Supplied information =>
◇ ◇ ◇ ◇
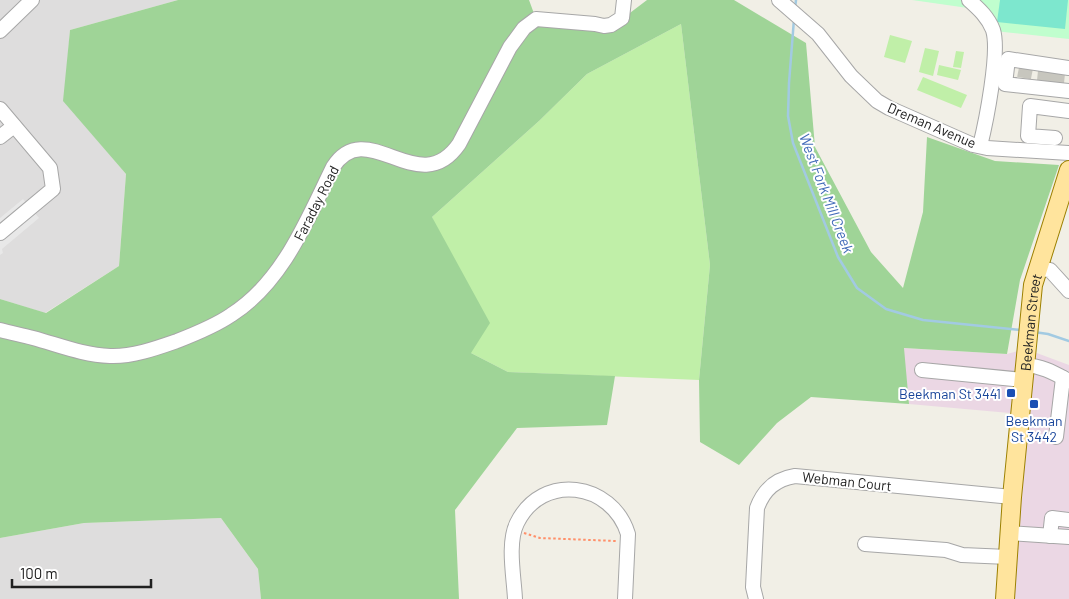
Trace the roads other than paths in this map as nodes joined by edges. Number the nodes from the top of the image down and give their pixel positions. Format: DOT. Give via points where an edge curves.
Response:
graph roads {
  1 [pos="32,0"];
  2 [pos="624,0"];
  3 [pos="779,0"];
  4 [pos="969,0"];
  5 [pos="0,31"];
  6 [pos="1039,107"];
  7 [pos="0,109"];
  8 [pos="1069,111"];
  9 [pos="14,126"];
  10 [pos="1028,136"];
  11 [pos="0,137"];
  12 [pos="1055,138"];
  13 [pos="980,146"];
  14 [pos="1027,150"];
  15 [pos="1054,152"];
  16 [pos="1069,153"];
  17 [pos="1069,170"];
  18 [pos="1065,193"];
  19 [pos="0,233"];
  20 [pos="1037,268"];
  21 [pos="1069,291"];
  22 [pos="0,330"];
  23 [pos="1025,365"];
  24 [pos="922,370"];
  25 [pos="1066,379"];
  26 [pos="1056,437"];
  27 [pos="1012,497"];
  28 [pos="1069,520"];
  29 [pos="1010,533"];
  30 [pos="1050,536"];
  31 [pos="1069,537"];
  32 [pos="865,544"];
  33 [pos="1008,557"];
  34 [pos="515,599"];
  35 [pos="624,599"];
  36 [pos="756,599"];
  37 [pos="1005,599"];
  1 -- 5 [label="street"];
  2 -- 22 [label="street, Faraday Road" via="622,18 604,26 536,19 529,23 510,47 459,144 440,161 414,164 362,148 344,154 332,167 302,232 276,272 246,304 221,322 165,345 111,356 63,348"];
  3 -- 13 [label="street, Dreman Avenue" via="818,34 851,76 877,101 960,140"];
  4 -- 13 [label="street" via="985,14 993,31 995,49 987,118"];
  6 -- 8 [label="street"];
  6 -- 10 [label="street" via="1030,106"];
  6 -- 12 [label="street" via="1034,118 1035,131 1053,133"];
  7 -- 9 [label="street"];
  9 -- 11 [label="street"];
  9 -- 19 [label="street" via="50,168 53,189"];
  10 -- 12 [label="street"];
  10 -- 14 [label="street"];
  12 -- 15 [label="street"];
  13 -- 14 [label="street, Dreman Avenue"];
  14 -- 15 [label="street, Dreman Avenue"];
  15 -- 16 [label="street, Dreman Avenue"];
  17 -- 18 [label="main road, Beekman Street"];
  18 -- 20 [label="main road, Beekman Street"];
  20 -- 21 [label="street" via="1050,270"];
  20 -- 23 [label="main road, Beekman Street"];
  23 -- 24 [label="street"];
  23 -- 25 [label="street"];
  23 -- 27 [label="main road, Beekman Street"];
  25 -- 26 [label="street"];
  27 -- 29 [label="main road, Beekman Street"];
  27 -- 36 [label="street, Webman Court" via="786,477 771,486 757,508 753,587"];
  28 -- 30 [label="street" via="1052,518"];
  29 -- 30 [label="street"];
  29 -- 33 [label="main road, Beekman Street"];
  30 -- 31 [label="street"];
  32 -- 33 [label="street"];
  33 -- 37 [label="main road, Beekman Street"];
  34 -- 35 [label="street" via="512,541 523,513 539,498 558,490 580,490 596,495 610,505 625,526 628,534"];
}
◇ ◇ ◇ ◇
Work instructions =>
Can you restate all the records above word for word while dropping the pictures?

Output for this task =>
Trace the roads other than paths in this map as nodes joined by edges. Number the nodes from the top of the image down and give their pixel positions. Format: DOT. Give via points where an edge curves.
Response:
graph roads {
  1 [pos="32,0"];
  2 [pos="624,0"];
  3 [pos="779,0"];
  4 [pos="969,0"];
  5 [pos="0,31"];
  6 [pos="1039,107"];
  7 [pos="0,109"];
  8 [pos="1069,111"];
  9 [pos="14,126"];
  10 [pos="1028,136"];
  11 [pos="0,137"];
  12 [pos="1055,138"];
  13 [pos="980,146"];
  14 [pos="1027,150"];
  15 [pos="1054,152"];
  16 [pos="1069,153"];
  17 [pos="1069,170"];
  18 [pos="1065,193"];
  19 [pos="0,233"];
  20 [pos="1037,268"];
  21 [pos="1069,291"];
  22 [pos="0,330"];
  23 [pos="1025,365"];
  24 [pos="922,370"];
  25 [pos="1066,379"];
  26 [pos="1056,437"];
  27 [pos="1012,497"];
  28 [pos="1069,520"];
  29 [pos="1010,533"];
  30 [pos="1050,536"];
  31 [pos="1069,537"];
  32 [pos="865,544"];
  33 [pos="1008,557"];
  34 [pos="515,599"];
  35 [pos="624,599"];
  36 [pos="756,599"];
  37 [pos="1005,599"];
  1 -- 5 [label="street"];
  2 -- 22 [label="street, Faraday Road" via="622,18 604,26 536,19 529,23 510,47 459,144 440,161 414,164 362,148 344,154 332,167 302,232 276,272 246,304 221,322 165,345 111,356 63,348"];
  3 -- 13 [label="street, Dreman Avenue" via="818,34 851,76 877,101 960,140"];
  4 -- 13 [label="street" via="985,14 993,31 995,49 987,118"];
  6 -- 8 [label="street"];
  6 -- 10 [label="street" via="1030,106"];
  6 -- 12 [label="street" via="1034,118 1035,131 1053,133"];
  7 -- 9 [label="street"];
  9 -- 11 [label="street"];
  9 -- 19 [label="street" via="50,168 53,189"];
  10 -- 12 [label="street"];
  10 -- 14 [label="street"];
  12 -- 15 [label="street"];
  13 -- 14 [label="street, Dreman Avenue"];
  14 -- 15 [label="street, Dreman Avenue"];
  15 -- 16 [label="street, Dreman Avenue"];
  17 -- 18 [label="main road, Beekman Street"];
  18 -- 20 [label="main road, Beekman Street"];
  20 -- 21 [label="street" via="1050,270"];
  20 -- 23 [label="main road, Beekman Street"];
  23 -- 24 [label="street"];
  23 -- 25 [label="street"];
  23 -- 27 [label="main road, Beekman Street"];
  25 -- 26 [label="street"];
  27 -- 29 [label="main road, Beekman Street"];
  27 -- 36 [label="street, Webman Court" via="786,477 771,486 757,508 753,587"];
  28 -- 30 [label="street" via="1052,518"];
  29 -- 30 [label="street"];
  29 -- 33 [label="main road, Beekman Street"];
  30 -- 31 [label="street"];
  32 -- 33 [label="street"];
  33 -- 37 [label="main road, Beekman Street"];
  34 -- 35 [label="street" via="512,541 523,513 539,498 558,490 580,490 596,495 610,505 625,526 628,534"];
}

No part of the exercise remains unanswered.